▸ **AIM OF THE EXERCISE**: State, as a single number, how many lines in the data below contain "nodes".

___ TASK DATA ___

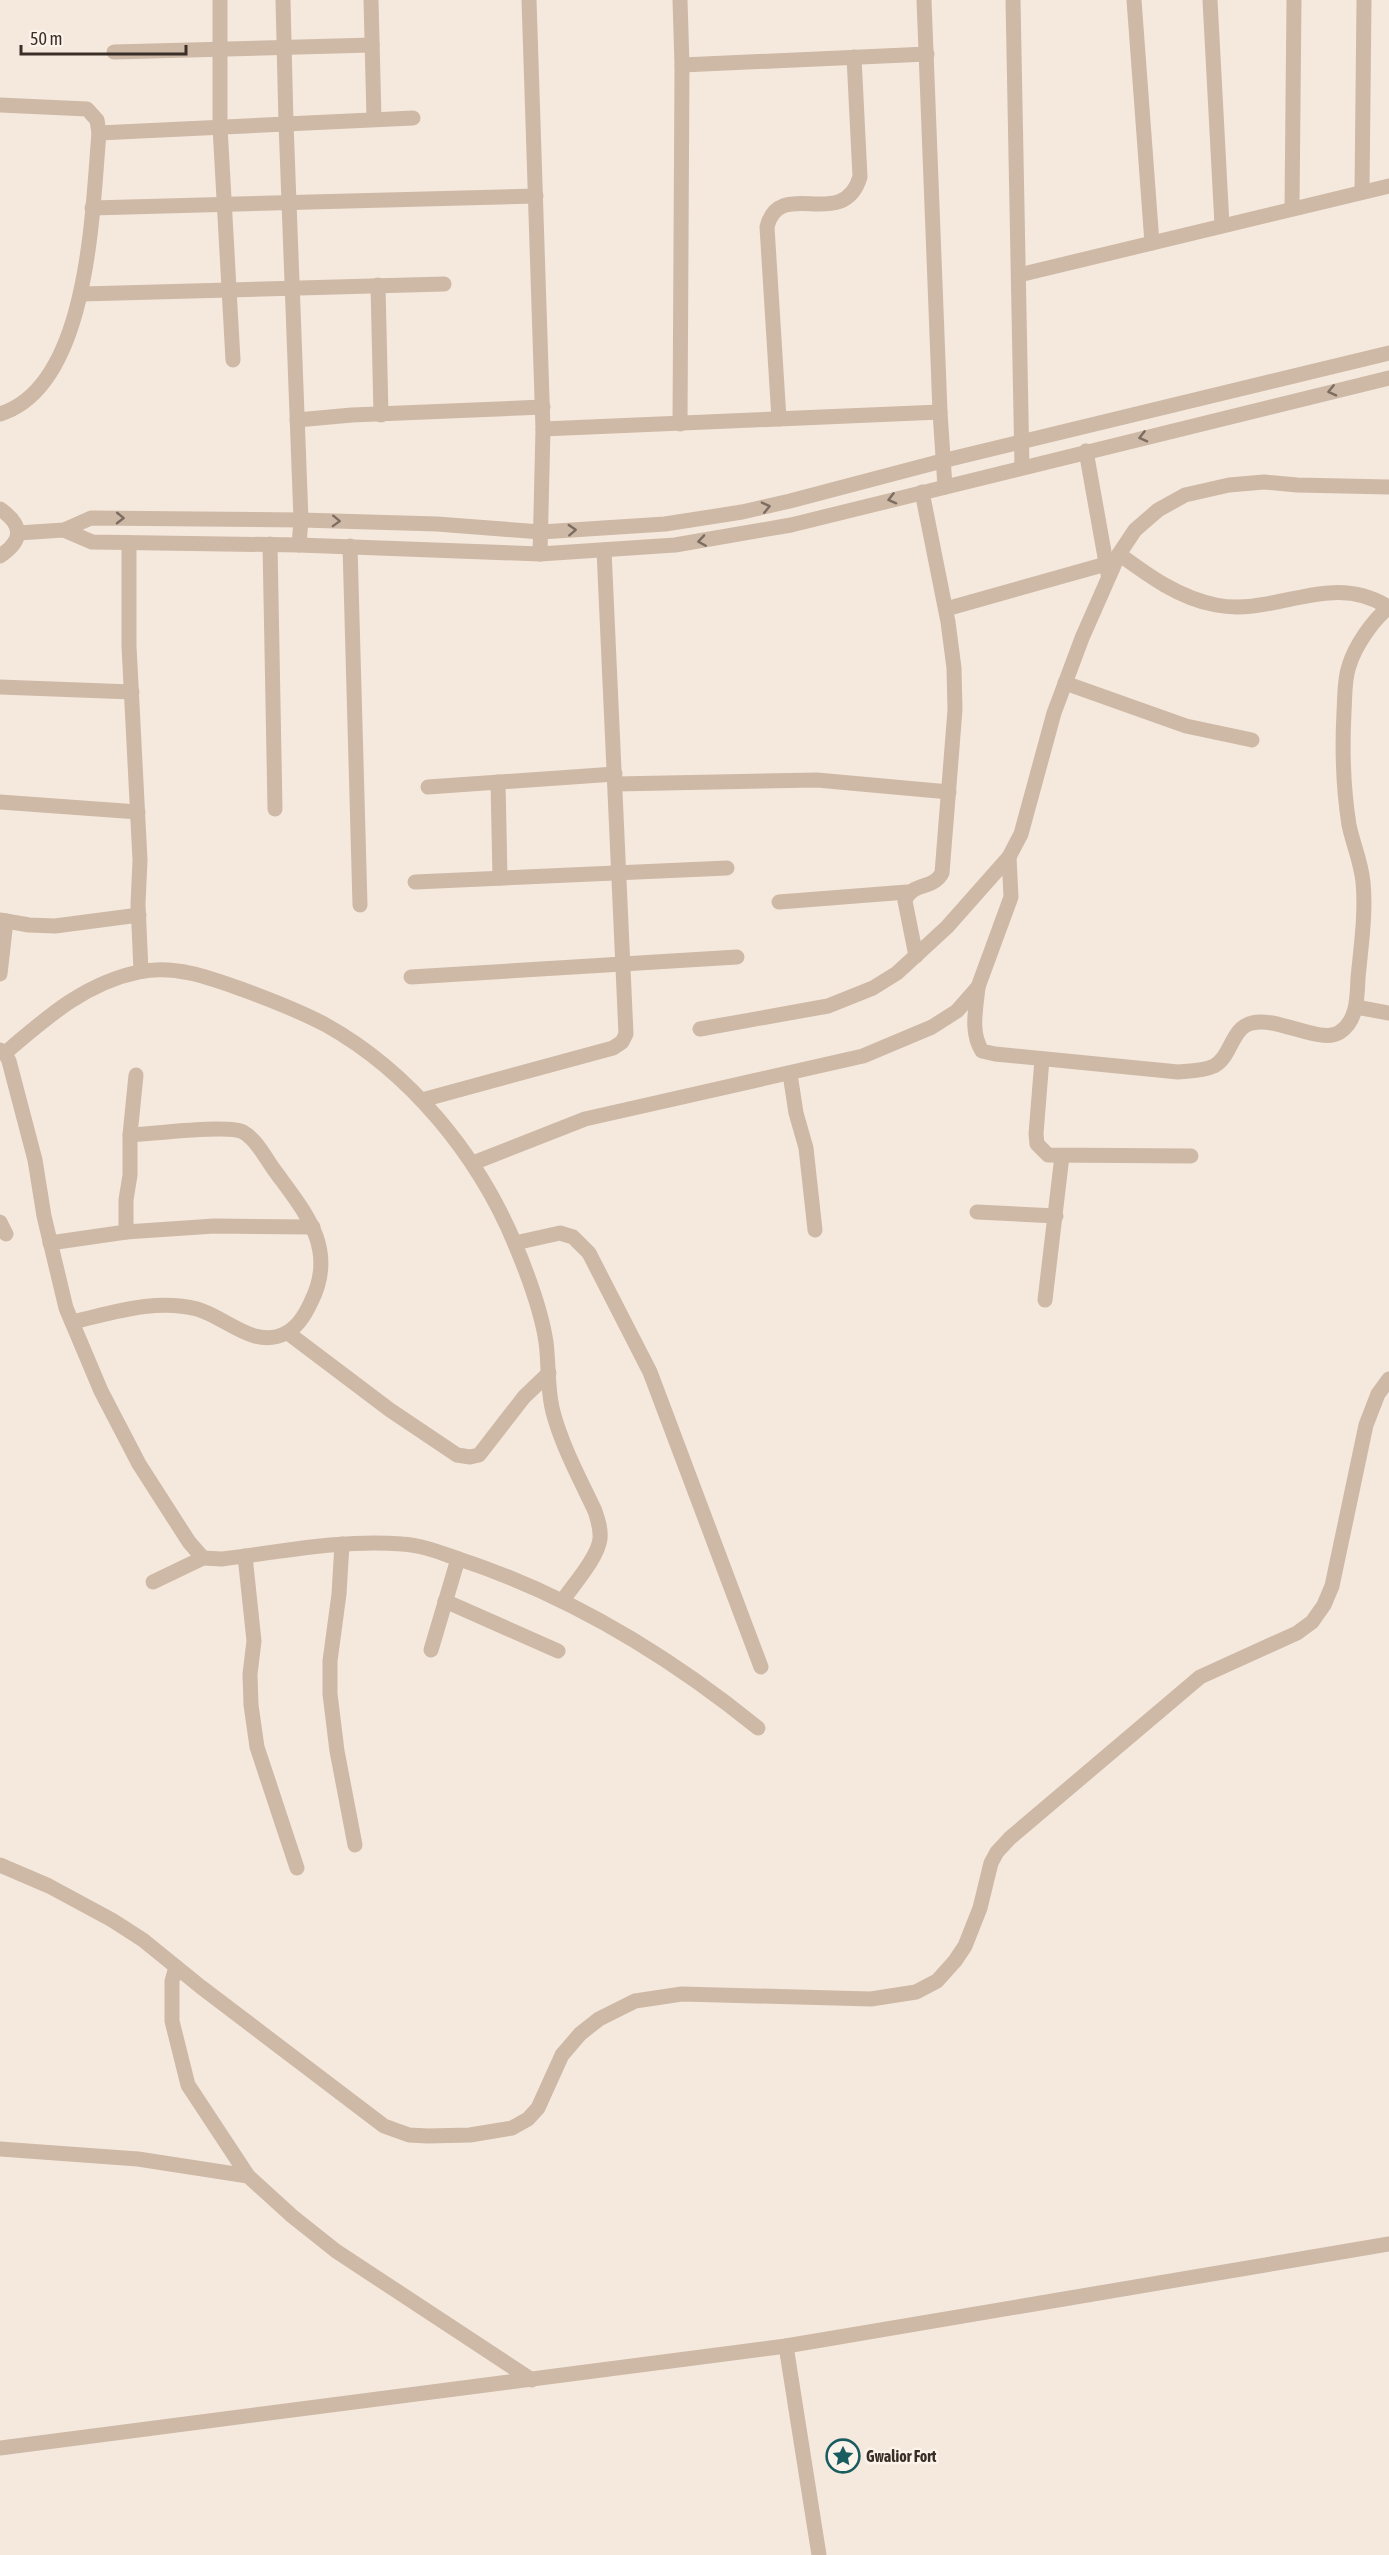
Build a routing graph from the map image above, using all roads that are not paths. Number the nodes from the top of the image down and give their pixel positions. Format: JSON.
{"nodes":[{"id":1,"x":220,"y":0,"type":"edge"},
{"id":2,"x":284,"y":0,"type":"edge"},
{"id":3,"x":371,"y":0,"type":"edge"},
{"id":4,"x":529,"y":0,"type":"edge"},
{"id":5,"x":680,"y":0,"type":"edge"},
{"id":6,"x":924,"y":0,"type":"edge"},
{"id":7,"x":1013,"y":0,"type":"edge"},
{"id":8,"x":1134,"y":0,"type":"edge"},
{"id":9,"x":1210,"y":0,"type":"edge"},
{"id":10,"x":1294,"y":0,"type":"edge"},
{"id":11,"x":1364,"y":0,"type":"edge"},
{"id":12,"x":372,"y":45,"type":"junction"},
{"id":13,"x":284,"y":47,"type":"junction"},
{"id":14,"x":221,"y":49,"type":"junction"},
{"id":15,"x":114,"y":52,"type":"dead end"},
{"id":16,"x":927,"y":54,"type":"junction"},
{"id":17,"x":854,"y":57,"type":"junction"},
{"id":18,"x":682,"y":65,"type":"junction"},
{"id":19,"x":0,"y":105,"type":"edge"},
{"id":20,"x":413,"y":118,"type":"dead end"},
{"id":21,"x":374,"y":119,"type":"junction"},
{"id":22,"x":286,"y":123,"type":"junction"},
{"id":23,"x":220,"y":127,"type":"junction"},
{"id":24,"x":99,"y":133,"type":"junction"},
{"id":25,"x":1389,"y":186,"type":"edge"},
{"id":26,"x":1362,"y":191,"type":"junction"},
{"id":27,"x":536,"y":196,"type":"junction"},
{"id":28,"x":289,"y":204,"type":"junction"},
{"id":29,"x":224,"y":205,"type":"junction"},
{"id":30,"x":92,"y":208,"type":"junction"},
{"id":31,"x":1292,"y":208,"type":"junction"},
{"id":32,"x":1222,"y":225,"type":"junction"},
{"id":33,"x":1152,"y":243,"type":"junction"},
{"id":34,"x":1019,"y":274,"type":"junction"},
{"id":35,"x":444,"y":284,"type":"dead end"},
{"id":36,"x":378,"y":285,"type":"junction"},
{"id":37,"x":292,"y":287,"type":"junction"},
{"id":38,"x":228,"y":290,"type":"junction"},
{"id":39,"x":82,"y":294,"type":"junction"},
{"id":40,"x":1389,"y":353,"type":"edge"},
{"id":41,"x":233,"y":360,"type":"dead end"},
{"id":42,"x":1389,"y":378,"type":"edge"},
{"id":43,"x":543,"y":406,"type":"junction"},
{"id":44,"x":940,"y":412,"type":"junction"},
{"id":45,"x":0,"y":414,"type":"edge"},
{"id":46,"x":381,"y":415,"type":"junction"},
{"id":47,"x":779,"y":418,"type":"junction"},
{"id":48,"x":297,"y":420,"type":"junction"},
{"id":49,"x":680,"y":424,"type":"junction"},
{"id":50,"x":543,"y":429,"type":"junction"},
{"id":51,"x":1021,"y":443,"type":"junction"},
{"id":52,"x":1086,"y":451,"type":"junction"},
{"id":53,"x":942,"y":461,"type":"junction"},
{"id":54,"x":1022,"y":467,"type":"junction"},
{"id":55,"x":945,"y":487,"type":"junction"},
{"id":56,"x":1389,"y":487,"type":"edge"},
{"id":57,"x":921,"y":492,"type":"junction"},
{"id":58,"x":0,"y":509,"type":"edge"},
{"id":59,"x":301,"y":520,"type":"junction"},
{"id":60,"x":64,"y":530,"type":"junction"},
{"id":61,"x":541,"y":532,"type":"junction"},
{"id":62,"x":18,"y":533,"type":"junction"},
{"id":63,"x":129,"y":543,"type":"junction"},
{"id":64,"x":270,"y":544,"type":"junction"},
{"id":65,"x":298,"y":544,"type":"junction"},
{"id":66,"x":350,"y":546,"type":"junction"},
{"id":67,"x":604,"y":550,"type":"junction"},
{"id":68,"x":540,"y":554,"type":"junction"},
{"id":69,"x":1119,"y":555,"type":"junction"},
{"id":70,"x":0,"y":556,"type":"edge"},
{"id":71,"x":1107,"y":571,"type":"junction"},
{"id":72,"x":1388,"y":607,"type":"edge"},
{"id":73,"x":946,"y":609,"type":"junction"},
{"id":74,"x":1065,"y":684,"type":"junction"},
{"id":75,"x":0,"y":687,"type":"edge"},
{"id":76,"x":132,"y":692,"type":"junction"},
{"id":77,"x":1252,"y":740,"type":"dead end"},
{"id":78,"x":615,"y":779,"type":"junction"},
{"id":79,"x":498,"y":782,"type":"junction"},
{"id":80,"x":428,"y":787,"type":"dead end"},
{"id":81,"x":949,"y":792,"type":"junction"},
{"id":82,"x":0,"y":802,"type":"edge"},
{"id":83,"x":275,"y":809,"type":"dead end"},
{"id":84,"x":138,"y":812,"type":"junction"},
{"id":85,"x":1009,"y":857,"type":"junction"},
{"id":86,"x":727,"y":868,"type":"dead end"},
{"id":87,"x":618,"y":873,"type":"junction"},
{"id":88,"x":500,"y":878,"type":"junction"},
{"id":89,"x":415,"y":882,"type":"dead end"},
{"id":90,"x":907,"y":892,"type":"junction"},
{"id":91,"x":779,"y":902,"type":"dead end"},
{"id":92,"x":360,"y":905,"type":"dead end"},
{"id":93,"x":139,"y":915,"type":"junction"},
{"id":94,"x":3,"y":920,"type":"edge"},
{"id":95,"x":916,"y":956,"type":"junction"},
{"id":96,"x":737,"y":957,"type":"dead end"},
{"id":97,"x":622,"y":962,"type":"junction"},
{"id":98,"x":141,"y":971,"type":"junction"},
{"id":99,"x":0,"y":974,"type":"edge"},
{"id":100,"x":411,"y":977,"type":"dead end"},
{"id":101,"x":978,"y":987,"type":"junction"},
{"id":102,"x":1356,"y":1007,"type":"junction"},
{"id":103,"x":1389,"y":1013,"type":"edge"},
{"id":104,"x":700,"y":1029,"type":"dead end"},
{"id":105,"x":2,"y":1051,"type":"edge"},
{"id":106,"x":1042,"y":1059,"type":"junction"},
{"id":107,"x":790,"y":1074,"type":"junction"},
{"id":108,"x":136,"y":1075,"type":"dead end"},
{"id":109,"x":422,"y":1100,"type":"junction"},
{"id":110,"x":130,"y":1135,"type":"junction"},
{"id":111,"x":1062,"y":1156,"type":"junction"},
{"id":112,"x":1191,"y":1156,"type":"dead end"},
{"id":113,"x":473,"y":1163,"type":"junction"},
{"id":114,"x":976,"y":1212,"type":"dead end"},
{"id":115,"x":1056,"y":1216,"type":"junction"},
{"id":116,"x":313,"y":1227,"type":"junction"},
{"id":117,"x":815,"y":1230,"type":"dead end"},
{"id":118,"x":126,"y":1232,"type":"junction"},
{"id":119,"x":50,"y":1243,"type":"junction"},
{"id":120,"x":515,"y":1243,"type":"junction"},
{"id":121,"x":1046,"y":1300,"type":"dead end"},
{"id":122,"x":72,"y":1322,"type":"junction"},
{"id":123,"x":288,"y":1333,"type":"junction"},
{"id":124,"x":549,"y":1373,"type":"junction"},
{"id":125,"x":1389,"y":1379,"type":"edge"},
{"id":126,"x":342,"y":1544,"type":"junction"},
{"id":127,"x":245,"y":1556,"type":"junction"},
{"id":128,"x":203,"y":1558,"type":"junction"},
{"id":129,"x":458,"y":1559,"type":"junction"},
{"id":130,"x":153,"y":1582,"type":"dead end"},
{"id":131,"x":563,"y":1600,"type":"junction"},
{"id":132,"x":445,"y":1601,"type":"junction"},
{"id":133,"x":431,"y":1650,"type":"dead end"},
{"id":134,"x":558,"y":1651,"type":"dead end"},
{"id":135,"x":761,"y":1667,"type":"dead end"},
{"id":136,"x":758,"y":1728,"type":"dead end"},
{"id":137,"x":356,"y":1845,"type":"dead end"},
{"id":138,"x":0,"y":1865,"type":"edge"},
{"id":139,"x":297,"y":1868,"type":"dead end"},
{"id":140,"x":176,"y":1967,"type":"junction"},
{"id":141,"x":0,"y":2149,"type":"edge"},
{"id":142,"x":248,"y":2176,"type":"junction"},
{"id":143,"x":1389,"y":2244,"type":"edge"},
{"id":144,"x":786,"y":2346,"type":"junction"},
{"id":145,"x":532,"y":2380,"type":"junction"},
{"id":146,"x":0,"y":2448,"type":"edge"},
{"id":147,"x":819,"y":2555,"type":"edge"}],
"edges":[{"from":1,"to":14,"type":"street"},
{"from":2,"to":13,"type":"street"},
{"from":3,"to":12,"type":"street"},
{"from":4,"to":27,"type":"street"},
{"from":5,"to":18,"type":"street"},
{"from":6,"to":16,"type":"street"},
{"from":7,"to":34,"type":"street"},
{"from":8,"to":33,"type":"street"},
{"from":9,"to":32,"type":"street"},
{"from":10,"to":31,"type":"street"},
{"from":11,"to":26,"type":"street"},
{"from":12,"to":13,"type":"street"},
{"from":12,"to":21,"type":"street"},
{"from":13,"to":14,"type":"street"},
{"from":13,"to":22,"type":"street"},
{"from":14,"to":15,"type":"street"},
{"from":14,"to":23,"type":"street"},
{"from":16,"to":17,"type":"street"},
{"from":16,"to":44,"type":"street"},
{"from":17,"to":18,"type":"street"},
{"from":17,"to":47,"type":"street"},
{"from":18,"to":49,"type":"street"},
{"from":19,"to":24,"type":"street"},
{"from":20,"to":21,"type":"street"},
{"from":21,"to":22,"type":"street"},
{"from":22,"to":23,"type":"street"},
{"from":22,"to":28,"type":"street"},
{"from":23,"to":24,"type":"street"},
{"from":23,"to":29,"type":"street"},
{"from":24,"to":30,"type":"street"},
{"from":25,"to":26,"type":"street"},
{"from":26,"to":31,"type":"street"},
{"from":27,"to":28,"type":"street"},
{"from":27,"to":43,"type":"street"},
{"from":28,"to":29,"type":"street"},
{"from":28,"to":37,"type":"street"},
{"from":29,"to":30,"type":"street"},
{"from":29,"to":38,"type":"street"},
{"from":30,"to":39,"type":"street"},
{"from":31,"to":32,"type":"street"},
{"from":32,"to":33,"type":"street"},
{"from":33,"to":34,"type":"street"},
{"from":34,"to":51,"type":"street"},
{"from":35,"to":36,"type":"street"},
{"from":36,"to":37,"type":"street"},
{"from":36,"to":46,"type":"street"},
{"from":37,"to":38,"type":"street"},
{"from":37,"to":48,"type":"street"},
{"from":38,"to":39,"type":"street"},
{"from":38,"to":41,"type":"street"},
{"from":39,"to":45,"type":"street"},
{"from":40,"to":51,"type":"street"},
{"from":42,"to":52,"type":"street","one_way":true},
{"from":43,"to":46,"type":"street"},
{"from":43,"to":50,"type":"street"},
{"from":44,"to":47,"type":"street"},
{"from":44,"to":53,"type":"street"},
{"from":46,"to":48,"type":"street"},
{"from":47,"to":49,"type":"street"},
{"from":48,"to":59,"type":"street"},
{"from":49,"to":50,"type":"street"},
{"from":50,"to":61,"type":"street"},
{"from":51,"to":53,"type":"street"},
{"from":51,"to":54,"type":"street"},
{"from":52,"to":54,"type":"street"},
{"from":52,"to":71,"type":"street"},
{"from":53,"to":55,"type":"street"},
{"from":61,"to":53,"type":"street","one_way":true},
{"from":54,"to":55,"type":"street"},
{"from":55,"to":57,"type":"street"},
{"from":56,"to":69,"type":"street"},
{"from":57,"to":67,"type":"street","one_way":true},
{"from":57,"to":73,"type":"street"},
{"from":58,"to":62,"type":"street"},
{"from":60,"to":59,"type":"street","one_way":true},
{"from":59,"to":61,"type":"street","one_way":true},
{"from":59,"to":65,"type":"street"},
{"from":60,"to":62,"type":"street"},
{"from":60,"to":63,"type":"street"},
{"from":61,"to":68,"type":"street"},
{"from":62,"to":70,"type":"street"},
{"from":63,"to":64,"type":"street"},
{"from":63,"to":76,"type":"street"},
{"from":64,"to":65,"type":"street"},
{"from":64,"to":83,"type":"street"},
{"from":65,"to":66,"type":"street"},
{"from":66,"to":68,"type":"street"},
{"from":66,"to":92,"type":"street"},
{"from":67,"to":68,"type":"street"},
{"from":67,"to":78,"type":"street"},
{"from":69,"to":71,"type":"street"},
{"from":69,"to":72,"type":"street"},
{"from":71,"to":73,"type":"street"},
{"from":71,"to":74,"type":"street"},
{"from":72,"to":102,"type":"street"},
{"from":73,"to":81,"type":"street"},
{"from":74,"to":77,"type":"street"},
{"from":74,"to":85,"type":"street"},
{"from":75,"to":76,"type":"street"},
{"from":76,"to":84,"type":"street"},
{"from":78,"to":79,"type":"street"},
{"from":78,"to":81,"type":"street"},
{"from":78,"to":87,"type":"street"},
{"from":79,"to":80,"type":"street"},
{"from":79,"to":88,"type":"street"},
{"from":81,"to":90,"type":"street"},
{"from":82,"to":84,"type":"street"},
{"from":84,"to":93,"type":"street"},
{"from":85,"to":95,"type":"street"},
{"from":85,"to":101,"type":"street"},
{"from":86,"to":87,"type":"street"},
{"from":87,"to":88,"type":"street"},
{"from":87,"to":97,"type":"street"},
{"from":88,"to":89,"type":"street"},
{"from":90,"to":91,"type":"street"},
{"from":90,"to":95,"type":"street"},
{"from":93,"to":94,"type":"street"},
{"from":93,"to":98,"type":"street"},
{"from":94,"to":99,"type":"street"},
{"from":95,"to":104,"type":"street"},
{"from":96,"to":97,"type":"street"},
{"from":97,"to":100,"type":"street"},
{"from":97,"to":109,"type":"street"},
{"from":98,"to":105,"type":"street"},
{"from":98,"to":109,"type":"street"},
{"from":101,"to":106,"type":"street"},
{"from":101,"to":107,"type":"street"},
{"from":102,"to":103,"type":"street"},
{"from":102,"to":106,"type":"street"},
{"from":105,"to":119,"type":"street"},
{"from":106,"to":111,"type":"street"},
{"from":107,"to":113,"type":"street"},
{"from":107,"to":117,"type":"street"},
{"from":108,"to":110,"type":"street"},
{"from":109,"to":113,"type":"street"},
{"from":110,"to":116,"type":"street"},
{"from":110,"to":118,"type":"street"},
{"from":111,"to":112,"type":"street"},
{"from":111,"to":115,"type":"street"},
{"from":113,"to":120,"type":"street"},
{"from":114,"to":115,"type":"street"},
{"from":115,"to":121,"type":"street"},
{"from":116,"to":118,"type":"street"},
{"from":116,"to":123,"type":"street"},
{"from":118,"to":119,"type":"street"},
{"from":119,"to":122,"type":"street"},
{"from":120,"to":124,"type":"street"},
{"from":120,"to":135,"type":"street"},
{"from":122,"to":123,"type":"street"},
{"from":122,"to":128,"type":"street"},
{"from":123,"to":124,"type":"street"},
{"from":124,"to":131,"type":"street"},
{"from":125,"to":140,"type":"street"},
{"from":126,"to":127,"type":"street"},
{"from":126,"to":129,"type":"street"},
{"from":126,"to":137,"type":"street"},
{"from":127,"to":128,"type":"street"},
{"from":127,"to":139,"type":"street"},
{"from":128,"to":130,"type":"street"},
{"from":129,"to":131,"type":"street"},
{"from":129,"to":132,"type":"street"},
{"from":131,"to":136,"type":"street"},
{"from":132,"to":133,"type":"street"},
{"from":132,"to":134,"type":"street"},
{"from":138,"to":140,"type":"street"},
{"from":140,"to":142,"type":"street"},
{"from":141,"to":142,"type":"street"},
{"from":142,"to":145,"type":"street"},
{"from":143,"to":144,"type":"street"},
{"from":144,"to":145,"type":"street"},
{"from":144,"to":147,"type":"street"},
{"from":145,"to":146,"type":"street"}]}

___

▸ **EXPECTED ANSWER**: 2